_TASK TO CARRY OUT_
The records follow. Filter them to the lines that hold "Вишняковское".

_Data items_
══════════

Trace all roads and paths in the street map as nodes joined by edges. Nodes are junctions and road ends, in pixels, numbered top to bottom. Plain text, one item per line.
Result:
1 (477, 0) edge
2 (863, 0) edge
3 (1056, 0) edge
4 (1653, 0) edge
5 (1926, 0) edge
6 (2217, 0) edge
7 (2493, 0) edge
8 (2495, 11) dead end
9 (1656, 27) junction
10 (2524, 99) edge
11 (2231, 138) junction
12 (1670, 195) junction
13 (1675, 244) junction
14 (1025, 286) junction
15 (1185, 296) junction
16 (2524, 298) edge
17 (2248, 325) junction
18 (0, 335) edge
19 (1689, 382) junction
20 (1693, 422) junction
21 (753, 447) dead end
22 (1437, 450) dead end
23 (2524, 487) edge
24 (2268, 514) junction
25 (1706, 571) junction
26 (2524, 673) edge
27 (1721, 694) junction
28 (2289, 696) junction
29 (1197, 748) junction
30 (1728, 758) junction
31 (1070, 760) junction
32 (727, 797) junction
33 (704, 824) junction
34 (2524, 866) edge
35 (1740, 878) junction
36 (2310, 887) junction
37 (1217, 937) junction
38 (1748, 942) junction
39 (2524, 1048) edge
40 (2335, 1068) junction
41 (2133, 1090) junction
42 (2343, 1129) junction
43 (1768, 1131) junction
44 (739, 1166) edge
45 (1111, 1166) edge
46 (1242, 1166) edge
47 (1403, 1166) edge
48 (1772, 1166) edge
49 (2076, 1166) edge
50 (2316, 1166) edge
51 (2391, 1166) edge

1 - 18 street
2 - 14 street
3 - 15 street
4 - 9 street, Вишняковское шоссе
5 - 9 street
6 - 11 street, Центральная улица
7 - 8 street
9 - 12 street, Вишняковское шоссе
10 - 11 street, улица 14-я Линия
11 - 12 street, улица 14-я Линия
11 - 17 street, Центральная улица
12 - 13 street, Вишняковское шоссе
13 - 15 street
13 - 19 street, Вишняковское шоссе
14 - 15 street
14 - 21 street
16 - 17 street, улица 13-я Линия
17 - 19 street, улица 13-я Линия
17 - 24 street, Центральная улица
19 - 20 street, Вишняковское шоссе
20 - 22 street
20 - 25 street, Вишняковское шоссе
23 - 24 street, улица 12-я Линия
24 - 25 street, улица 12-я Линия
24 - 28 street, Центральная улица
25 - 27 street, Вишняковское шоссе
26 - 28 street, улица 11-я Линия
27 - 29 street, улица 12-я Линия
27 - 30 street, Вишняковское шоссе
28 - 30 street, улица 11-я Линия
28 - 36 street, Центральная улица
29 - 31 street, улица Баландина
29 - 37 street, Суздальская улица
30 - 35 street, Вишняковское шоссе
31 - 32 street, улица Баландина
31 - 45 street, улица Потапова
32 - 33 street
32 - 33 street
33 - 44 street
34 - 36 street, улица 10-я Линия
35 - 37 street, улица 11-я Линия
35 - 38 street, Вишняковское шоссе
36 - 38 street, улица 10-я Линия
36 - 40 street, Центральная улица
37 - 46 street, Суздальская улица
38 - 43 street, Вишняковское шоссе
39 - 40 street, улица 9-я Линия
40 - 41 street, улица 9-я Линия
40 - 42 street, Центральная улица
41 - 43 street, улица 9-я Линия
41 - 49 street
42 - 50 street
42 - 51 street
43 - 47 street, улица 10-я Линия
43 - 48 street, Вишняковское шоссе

══════════

_OUTPUT OF THE EXERCISE_
4 - 9 street, Вишняковское шоссе
9 - 12 street, Вишняковское шоссе
12 - 13 street, Вишняковское шоссе
13 - 19 street, Вишняковское шоссе
19 - 20 street, Вишняковское шоссе
20 - 25 street, Вишняковское шоссе
25 - 27 street, Вишняковское шоссе
27 - 30 street, Вишняковское шоссе
30 - 35 street, Вишняковское шоссе
35 - 38 street, Вишняковское шоссе
38 - 43 street, Вишняковское шоссе
43 - 48 street, Вишняковское шоссе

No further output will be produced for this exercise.